XDC allocator workshop and Wayland dmabuf hints

2019-10-14 Thread Scott Anderson

Hi,

There were certainly some interesting changes discussed at the allocator
workshop during XDC this year, and I'd like to just summarise my
thoughts on it and make sure everybody is on the same page.

For those who don't know who I am or my stake in this, I'm the
maintainer of the DRM and graphics code for the wlroots Wayland
compositor library. I'm ascent12 on Github and Freenode.


My understanding of the issue Nvidia was trying to solve was the
in-place transition between different format modifiers. E.g. if a client
is to be scanned out, the buffer would need to be transitioned to a
non-compressed format that the display controller can work with, but if
the client is to be composited, a compressed format would be used,
saving on memory bandwidth. Hardware may have more efficient ways to
transition between different formats, so it would be good if we can use
these and not rely on having to perform a blit if we don't need to. The
problem is more general than this, but that was just the example given.

The original solution proposed in James' talk was to add functions to
EGL/OpenGL/Vulkan and have the display server perform transitions where
required.

Discussions during the workshop at the start tended to having libliftoff
handle all of this, but would require libliftoff to have its own
rendering context, which I think is bloating the purpose of the library.
Also discussed was to have libliftoff ask the compositor to perform the
transition if it thinks it was possible.


Another suggestion I made was to make use of Simon's dmabuf hints patch
to the wp_linux_dmabuf protocol [1] and leave it up to the client's GPU
driver to handle any transitions. This wasn't adequately represented in
the lightning talk summarising the workshop, so I'll go over it here
now, making sure everyone understands what it is and why I think it is
the way we should go forward.

Right now, a Wayland compositor will advertise all of the
format+modifier pairs that it supports, but currently does not provide
any context for clients as to which one they should actually choose.
It's basically up to chance if a client is able to be scanned out and is
likely to lead to several suboptimal situations.

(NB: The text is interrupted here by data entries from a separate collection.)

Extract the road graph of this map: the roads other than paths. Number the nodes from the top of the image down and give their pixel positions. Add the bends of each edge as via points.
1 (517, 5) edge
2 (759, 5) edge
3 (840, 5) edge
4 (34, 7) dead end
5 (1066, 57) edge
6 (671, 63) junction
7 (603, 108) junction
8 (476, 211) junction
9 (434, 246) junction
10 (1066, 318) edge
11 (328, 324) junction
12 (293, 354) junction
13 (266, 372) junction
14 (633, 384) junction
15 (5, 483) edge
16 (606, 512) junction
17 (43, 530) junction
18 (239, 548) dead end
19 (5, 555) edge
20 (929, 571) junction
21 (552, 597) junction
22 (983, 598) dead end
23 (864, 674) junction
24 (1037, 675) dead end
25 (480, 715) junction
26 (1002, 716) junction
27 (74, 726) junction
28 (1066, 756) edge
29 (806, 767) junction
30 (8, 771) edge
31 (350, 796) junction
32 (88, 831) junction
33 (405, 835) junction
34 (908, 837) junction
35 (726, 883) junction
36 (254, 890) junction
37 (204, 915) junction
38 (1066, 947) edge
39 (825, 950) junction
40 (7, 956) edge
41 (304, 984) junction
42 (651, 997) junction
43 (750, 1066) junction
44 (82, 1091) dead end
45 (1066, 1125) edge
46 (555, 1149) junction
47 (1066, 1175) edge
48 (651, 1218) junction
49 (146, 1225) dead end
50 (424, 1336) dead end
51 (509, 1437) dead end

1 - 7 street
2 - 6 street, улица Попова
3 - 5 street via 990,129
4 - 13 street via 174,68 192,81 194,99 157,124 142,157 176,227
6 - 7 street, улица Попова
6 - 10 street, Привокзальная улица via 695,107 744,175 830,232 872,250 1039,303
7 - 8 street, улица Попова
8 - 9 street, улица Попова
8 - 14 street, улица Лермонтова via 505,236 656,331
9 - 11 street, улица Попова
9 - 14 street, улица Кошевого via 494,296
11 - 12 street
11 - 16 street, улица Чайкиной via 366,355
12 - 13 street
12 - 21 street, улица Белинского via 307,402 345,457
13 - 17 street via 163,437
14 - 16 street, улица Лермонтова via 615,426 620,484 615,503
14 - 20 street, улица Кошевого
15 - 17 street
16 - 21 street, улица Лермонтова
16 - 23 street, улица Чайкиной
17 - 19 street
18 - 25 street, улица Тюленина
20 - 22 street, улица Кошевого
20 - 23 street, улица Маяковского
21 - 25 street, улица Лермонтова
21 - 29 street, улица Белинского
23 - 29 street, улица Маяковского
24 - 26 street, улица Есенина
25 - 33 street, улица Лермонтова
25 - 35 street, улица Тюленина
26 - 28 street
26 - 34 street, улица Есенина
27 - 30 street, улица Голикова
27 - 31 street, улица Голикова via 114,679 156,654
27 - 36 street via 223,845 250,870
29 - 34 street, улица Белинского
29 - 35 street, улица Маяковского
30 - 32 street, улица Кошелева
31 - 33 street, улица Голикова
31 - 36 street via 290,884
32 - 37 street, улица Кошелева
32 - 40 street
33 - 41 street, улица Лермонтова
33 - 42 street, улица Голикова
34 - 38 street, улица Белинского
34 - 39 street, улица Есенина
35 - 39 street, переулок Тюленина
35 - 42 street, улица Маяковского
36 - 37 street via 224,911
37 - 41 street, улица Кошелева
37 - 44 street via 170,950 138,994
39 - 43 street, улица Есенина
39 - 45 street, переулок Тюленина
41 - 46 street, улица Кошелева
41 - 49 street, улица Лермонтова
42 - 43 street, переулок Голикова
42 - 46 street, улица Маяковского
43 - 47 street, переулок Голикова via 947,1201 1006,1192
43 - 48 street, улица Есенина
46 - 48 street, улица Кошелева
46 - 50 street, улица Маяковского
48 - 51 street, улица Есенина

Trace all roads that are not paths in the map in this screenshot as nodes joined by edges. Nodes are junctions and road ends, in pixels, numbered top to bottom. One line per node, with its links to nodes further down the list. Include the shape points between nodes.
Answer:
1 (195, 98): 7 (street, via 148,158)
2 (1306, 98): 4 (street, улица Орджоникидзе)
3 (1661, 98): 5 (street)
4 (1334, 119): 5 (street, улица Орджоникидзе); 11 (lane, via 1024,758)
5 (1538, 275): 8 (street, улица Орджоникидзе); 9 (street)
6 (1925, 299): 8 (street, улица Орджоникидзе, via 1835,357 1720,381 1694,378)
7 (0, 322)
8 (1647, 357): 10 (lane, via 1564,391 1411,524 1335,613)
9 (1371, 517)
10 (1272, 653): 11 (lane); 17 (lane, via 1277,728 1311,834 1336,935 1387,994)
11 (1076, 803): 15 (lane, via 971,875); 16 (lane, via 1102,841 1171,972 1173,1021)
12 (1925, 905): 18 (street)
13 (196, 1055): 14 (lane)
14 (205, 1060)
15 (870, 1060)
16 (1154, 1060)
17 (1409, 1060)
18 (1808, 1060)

The dmabuf hints patch adds a way to suggest a better format to use,
based on the current context. This is dynamic, and can be sent multiple
times over the lifetime of a surface. The patch also adds a way for the
compositor to tell the client which GPU its using, which is useful for
clients to know in multi GPU situations.

These hints are in various "tranches", which are just groups of
format+modifier pairs of the same preference. The tranches are ordered
from most optimal to least optimal. The most optimal tranche would imply
direct scanout, while a less optimal tranche would imply compositing,
but is not actually defined like that in the protocol.

If a client becomes fullscreen, we would send the format+modifier pairs
for the primary plane as the most optimal tranche. If a client is
eligible to be scanned out on an overlay plane, we would send the
format+modifier pairs for that plane. If a client is partially occluded
or otherwise not possible to be scanned out, we'd just have the normal
format+modifier pairs that we can use as a texture. Note that the
compositor won't send format+modifier pairs which we cannot texture
from, even if the plane advertises it's supported. We always need to be
able to fall back to compositing.


The hard part of figuring out which clients are "eligible" for being
scanned out on an overlay plane could be handled by libliftoff (or
something similar) and given back to the compositor to forward to
clients. For libliftoff to make a properly informed decision, I think
the atomic KMS API needs to be changed. We can only TEST_ONLY for valid
buffers, testing the immediate configuration, but doesn't allow us to
test for a configuration we WANT to go to. We need some sort of fake
framebuffer not backed by any real memory, but will allow us to
TEST_ONLY it. Without this, we may tell the client format+modifier pairs
that we think will work for scanout, but don't due to whatever hardware
limitations or transient issues like memory bandwidth, and we could
actually make things worse by having the client transition formats.

As an aside, I would really like these fake framebuffers for my
modesetting set up to be a lot cleaner too.

I'm sure this has been discussed before, and I'm not really sure what
the implications are from a driver perspective. I'd have to leave it up
to people more familiar with KMS and driver internals to comment on
this. Even if the solution isn't 100%, something that works most of
time would be hugely helpful (especially with RGB formats). Perhaps this is 
not possible and it would need to live purely in driver-specific code 
inside of libraries like libliftoff, but it would be nice to not come to 
that. It seems useful enough for a generic KMS userspace.



As to how dmabuf hints would look client-s

XDC allocator workshop and Wayland dmabuf hints

2019-10-13 Thread Scott Anderson

(Sorry to CCs for spam, I made an error in my first posting)

Hi,

There were certainly some interesting changes discussed at the allocator
workshop during XDC this year, and I'd like to just summarise my
thoughts on it and make sure everybody is on the same page.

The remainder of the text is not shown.